EXERCISE PROMPT — Using the data below, print exactly the line with "Which roads connect where in the map in", the line with "Please list the", and every line between them, but none of the pictures.

TASK INPUT —

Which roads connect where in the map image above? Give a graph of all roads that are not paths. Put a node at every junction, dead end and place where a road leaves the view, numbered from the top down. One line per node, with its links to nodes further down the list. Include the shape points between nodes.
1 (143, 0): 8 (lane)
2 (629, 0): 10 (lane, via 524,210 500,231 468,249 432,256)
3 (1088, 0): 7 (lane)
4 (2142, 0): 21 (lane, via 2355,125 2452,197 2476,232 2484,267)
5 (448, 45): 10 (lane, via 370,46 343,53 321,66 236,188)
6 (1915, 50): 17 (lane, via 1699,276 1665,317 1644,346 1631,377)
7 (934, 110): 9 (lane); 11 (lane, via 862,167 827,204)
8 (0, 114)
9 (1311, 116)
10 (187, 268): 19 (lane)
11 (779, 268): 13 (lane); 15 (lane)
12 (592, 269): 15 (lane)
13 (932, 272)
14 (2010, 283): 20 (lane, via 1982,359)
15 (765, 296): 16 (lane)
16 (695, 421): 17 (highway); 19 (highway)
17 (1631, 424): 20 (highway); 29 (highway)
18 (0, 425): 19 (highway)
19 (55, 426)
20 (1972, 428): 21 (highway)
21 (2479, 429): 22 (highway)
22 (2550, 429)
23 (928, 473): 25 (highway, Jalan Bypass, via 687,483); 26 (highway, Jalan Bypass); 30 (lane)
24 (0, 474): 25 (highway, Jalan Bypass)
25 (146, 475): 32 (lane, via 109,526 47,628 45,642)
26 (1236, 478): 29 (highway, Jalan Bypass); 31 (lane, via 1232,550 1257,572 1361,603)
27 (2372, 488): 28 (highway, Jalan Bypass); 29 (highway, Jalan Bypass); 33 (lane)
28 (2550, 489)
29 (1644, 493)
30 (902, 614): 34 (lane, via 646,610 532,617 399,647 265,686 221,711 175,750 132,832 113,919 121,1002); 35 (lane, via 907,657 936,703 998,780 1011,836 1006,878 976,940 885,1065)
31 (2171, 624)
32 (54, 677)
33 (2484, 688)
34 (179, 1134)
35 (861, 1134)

==

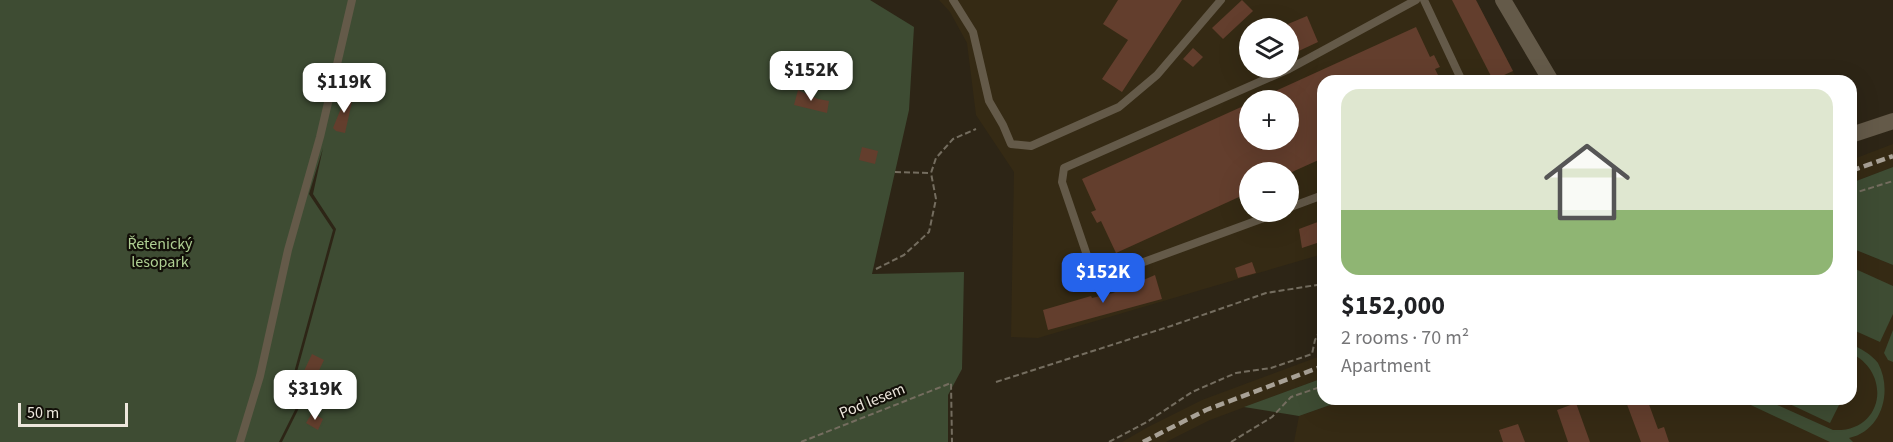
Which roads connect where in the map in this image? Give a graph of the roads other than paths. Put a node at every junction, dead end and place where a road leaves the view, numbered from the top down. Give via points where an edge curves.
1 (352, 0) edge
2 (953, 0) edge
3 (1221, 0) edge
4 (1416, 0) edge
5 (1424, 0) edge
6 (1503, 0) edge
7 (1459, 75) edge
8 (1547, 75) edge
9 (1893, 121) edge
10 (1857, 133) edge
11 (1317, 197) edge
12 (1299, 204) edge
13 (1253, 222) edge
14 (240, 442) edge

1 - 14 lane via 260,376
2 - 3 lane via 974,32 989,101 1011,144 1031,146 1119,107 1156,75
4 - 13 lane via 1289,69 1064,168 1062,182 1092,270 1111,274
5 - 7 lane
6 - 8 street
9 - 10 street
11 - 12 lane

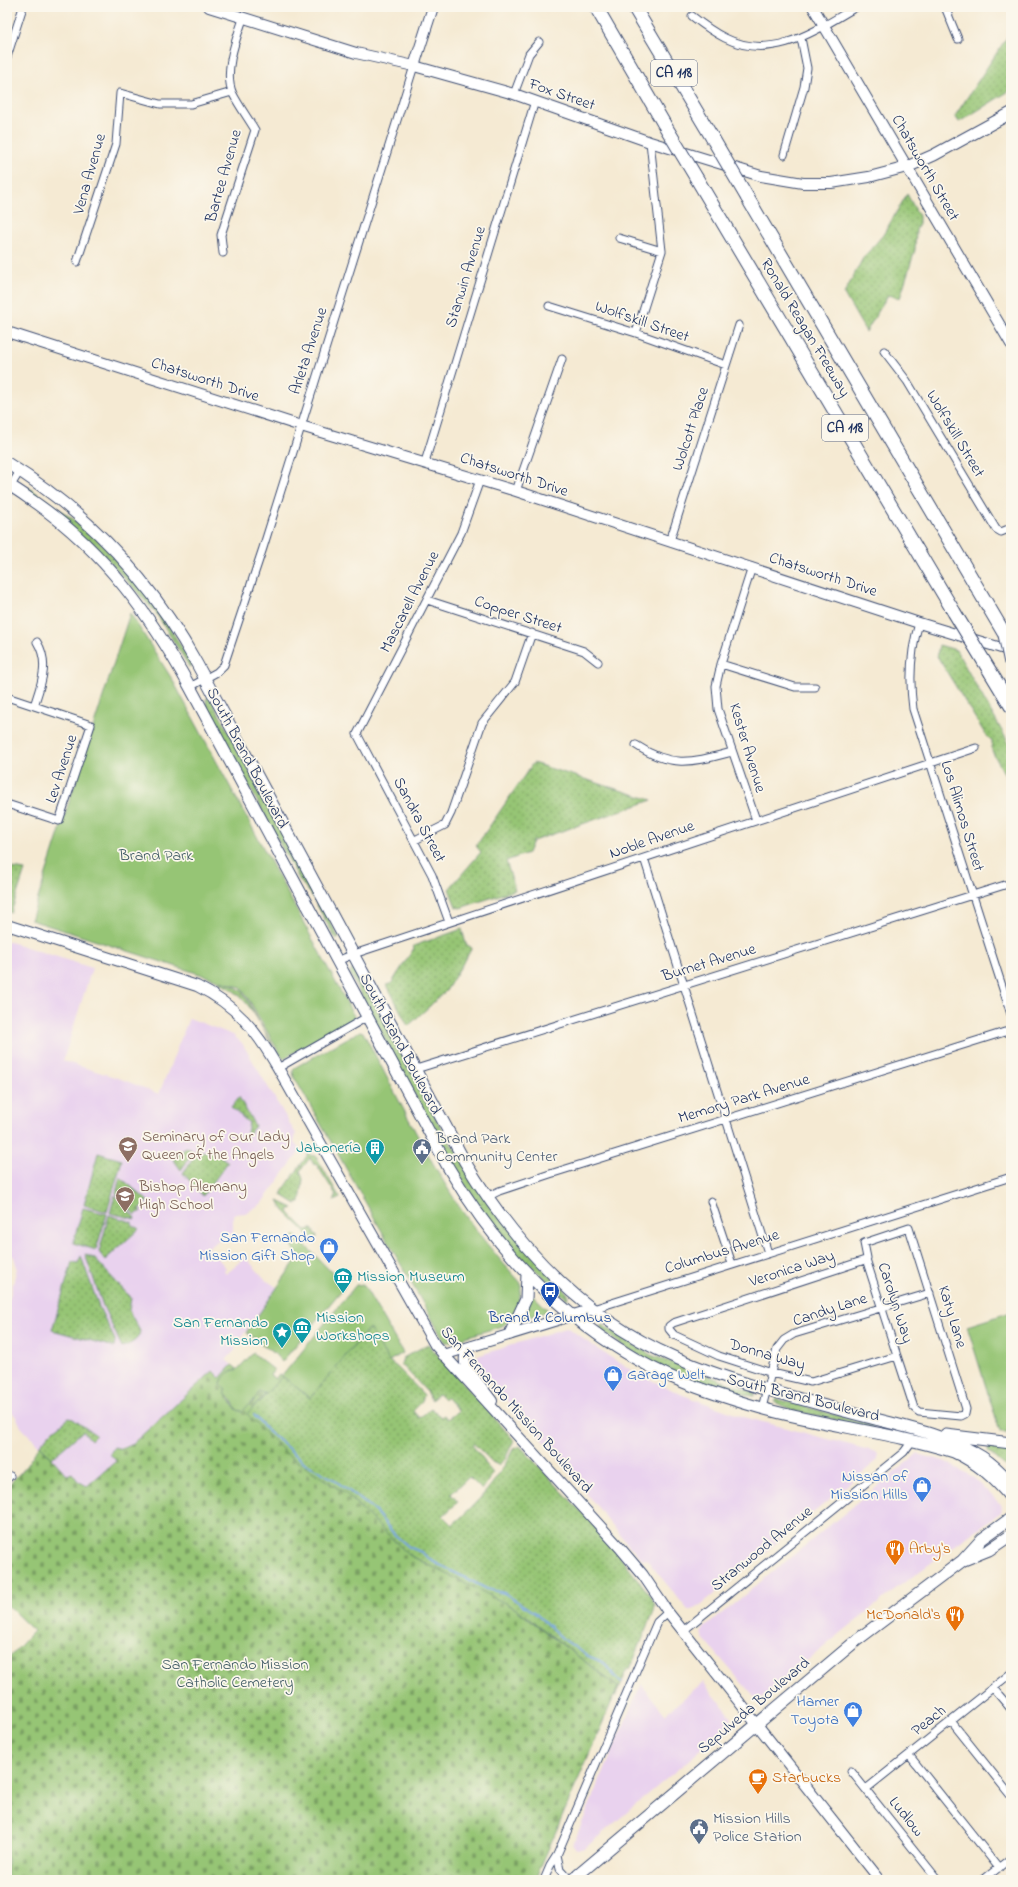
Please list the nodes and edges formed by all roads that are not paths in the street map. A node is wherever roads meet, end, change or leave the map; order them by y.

WORKED SOLUTION —
Which roads connect where in the map in this image? Give a graph of the roads other than paths. Put a node at every junction, dead end and place where a road leaves the view, numbered from the top down. Give via points where an edge curves.
1 (352, 0) edge
2 (953, 0) edge
3 (1221, 0) edge
4 (1416, 0) edge
5 (1424, 0) edge
6 (1503, 0) edge
7 (1459, 75) edge
8 (1547, 75) edge
9 (1893, 121) edge
10 (1857, 133) edge
11 (1317, 197) edge
12 (1299, 204) edge
13 (1253, 222) edge
14 (240, 442) edge

1 - 14 lane via 260,376
2 - 3 lane via 974,32 989,101 1011,144 1031,146 1119,107 1156,75
4 - 13 lane via 1289,69 1064,168 1062,182 1092,270 1111,274
5 - 7 lane
6 - 8 street
9 - 10 street
11 - 12 lane

Please list the nodes and edges formed by all roads that are not paths in the street map. A node is wherever roads meet, end, change or leave the map; order them by y.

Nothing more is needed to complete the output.